- **Data listing**
Content starts

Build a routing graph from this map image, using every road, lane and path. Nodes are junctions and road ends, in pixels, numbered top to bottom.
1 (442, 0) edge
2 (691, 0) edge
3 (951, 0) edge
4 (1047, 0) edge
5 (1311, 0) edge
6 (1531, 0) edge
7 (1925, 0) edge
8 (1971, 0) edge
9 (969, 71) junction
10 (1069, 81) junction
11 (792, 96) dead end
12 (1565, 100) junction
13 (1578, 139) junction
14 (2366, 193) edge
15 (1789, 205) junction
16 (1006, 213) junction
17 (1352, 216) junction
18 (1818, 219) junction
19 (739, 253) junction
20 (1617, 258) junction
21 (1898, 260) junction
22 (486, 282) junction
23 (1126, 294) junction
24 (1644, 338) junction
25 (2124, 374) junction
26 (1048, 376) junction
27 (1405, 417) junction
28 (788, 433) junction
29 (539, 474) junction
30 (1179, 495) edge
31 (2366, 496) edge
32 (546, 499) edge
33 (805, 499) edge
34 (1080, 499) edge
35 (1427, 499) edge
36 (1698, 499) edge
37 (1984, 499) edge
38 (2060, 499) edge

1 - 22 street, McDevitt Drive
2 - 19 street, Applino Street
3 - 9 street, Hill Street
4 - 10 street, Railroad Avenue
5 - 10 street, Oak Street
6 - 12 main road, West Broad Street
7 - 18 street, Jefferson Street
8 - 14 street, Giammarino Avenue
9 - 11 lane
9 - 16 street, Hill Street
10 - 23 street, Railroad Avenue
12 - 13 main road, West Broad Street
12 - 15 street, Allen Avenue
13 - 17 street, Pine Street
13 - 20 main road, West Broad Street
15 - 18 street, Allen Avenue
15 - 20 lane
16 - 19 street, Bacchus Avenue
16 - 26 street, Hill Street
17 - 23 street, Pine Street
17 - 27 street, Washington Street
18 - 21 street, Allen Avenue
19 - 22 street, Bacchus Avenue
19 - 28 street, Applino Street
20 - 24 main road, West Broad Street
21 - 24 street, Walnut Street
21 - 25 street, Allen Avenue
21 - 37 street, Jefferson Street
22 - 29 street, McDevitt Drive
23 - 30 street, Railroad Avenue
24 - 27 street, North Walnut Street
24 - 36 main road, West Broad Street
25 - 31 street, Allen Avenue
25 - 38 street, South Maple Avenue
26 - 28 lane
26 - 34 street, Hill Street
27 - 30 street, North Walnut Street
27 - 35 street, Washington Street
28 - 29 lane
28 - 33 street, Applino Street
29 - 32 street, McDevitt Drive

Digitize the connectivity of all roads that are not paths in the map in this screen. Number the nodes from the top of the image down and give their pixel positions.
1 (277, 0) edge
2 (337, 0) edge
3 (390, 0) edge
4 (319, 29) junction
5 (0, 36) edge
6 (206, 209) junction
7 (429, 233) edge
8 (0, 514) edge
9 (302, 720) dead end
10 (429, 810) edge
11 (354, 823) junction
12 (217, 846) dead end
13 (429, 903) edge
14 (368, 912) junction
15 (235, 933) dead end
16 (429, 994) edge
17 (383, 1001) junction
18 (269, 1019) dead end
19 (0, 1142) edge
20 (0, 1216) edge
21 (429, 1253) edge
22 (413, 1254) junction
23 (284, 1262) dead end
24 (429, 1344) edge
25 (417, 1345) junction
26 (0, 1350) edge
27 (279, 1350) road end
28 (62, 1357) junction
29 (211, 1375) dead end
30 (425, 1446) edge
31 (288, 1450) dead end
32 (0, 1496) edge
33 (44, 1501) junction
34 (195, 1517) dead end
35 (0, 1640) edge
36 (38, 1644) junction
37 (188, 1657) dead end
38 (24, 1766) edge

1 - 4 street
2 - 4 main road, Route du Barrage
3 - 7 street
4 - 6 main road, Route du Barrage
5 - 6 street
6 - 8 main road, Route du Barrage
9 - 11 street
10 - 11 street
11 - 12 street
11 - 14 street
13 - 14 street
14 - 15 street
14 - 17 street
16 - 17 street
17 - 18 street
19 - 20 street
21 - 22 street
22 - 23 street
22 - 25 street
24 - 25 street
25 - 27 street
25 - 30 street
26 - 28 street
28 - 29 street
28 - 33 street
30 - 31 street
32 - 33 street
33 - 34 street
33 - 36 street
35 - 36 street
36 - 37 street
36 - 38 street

Content ends
Content starts

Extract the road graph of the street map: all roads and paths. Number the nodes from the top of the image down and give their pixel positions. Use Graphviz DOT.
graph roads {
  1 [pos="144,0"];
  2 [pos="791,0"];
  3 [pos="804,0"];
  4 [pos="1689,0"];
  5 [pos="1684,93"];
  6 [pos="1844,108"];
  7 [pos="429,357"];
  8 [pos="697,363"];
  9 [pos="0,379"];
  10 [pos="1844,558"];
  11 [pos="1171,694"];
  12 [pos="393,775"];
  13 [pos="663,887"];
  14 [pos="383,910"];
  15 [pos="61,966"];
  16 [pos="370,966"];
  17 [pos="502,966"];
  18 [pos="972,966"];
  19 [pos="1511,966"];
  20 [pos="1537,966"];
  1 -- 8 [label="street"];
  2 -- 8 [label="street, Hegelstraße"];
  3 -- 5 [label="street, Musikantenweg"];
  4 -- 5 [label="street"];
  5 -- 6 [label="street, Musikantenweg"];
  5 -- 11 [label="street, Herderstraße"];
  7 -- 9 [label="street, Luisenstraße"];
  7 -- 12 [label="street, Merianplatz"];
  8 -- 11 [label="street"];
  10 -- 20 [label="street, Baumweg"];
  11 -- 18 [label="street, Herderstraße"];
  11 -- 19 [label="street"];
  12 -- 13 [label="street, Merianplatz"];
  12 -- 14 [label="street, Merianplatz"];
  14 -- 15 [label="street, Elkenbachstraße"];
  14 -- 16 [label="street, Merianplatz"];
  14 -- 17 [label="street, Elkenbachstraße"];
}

Content ends
Content starts

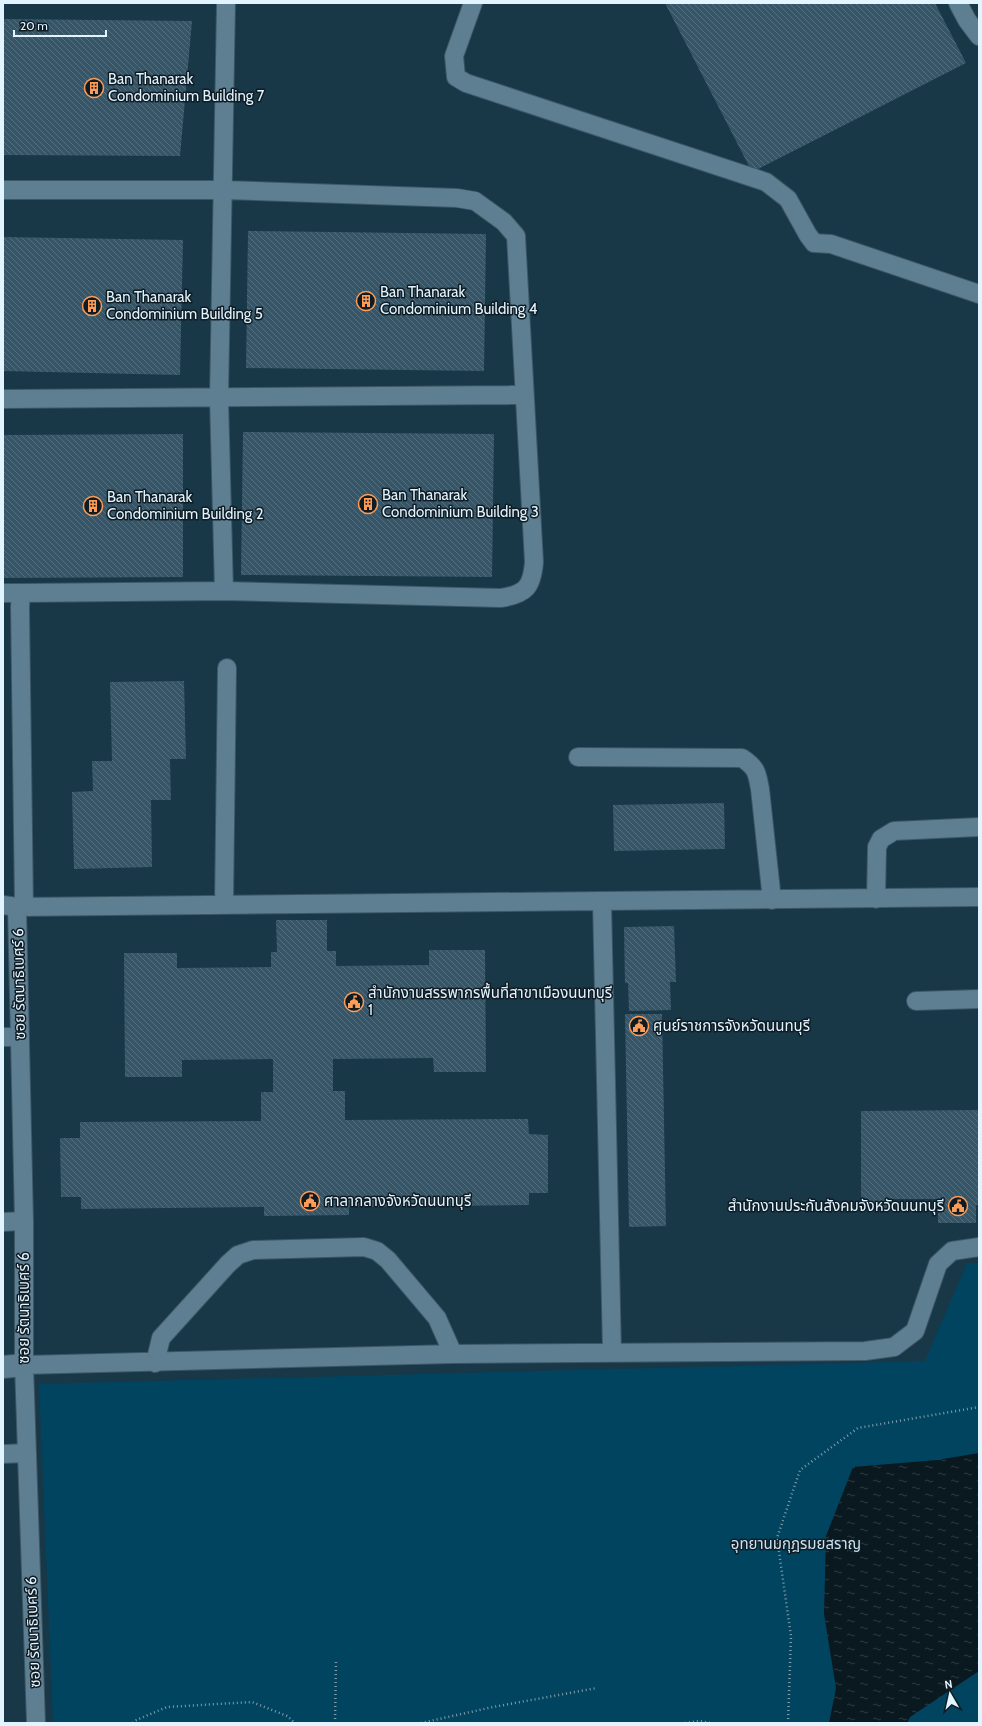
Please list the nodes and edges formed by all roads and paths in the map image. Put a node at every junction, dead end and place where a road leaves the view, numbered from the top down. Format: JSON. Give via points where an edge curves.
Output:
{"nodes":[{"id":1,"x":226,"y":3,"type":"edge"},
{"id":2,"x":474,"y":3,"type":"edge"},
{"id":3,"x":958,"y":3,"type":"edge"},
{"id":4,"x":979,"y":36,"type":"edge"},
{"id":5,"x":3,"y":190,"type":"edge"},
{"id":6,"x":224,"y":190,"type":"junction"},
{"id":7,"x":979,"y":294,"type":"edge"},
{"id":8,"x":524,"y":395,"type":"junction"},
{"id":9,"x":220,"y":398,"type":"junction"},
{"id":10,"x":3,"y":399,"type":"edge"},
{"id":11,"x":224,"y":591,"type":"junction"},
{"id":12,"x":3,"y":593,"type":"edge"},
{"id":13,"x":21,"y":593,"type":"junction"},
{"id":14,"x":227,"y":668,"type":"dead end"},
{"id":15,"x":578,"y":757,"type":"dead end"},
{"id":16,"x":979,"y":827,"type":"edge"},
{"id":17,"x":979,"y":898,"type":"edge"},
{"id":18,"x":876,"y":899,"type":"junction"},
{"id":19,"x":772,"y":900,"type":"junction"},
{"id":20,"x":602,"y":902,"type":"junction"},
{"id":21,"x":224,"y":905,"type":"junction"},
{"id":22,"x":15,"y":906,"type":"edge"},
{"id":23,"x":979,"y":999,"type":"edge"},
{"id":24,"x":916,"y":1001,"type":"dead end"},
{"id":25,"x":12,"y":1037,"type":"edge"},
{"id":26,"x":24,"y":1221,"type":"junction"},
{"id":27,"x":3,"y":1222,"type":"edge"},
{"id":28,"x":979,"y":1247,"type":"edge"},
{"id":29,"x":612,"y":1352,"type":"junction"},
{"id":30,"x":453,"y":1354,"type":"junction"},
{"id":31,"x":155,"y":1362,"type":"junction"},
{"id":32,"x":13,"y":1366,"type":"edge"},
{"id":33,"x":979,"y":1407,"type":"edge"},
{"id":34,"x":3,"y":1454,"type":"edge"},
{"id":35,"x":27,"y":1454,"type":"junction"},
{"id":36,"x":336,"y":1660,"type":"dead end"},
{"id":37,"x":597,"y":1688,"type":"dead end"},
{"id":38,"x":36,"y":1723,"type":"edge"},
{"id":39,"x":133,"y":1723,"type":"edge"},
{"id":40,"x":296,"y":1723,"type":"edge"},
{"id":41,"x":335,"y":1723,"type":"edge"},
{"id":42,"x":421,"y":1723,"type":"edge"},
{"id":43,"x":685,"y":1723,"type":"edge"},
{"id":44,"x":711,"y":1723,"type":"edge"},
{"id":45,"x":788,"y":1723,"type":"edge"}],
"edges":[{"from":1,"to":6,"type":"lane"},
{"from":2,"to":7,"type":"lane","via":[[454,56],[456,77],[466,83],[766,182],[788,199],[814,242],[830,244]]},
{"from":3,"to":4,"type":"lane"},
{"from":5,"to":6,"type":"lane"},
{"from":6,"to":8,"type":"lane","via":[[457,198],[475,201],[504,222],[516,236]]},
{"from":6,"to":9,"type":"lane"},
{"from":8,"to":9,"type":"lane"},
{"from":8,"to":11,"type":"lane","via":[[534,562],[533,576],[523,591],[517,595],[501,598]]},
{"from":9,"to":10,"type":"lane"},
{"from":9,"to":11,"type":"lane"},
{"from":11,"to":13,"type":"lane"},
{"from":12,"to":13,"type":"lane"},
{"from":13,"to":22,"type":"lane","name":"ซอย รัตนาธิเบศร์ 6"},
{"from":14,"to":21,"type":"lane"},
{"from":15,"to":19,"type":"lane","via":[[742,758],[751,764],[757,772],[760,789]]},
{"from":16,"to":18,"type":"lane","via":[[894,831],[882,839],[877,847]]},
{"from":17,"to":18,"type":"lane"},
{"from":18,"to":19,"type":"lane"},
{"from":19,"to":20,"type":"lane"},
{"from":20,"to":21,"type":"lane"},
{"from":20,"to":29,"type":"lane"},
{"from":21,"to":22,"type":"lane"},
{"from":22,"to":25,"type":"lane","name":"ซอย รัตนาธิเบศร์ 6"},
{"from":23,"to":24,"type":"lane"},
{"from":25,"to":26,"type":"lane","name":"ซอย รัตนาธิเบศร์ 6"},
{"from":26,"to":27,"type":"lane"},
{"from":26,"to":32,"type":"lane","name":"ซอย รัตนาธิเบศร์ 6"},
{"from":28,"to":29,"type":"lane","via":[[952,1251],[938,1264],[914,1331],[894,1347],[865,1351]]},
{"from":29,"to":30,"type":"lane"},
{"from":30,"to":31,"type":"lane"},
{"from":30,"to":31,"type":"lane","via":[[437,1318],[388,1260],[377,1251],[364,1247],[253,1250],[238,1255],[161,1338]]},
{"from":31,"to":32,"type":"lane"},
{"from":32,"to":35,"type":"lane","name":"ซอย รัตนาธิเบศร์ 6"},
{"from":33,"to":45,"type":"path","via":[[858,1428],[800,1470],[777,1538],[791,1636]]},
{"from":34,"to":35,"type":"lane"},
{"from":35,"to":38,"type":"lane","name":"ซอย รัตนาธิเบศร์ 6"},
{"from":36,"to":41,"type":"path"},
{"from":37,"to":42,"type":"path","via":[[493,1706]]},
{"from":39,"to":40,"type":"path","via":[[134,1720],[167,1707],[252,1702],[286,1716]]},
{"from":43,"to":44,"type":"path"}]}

Content ends

- **Goal of the exercise**
What is the number of lines in the entries above that include the word "Jefferson"? Answer with that number alone.

- **Exercise output**
2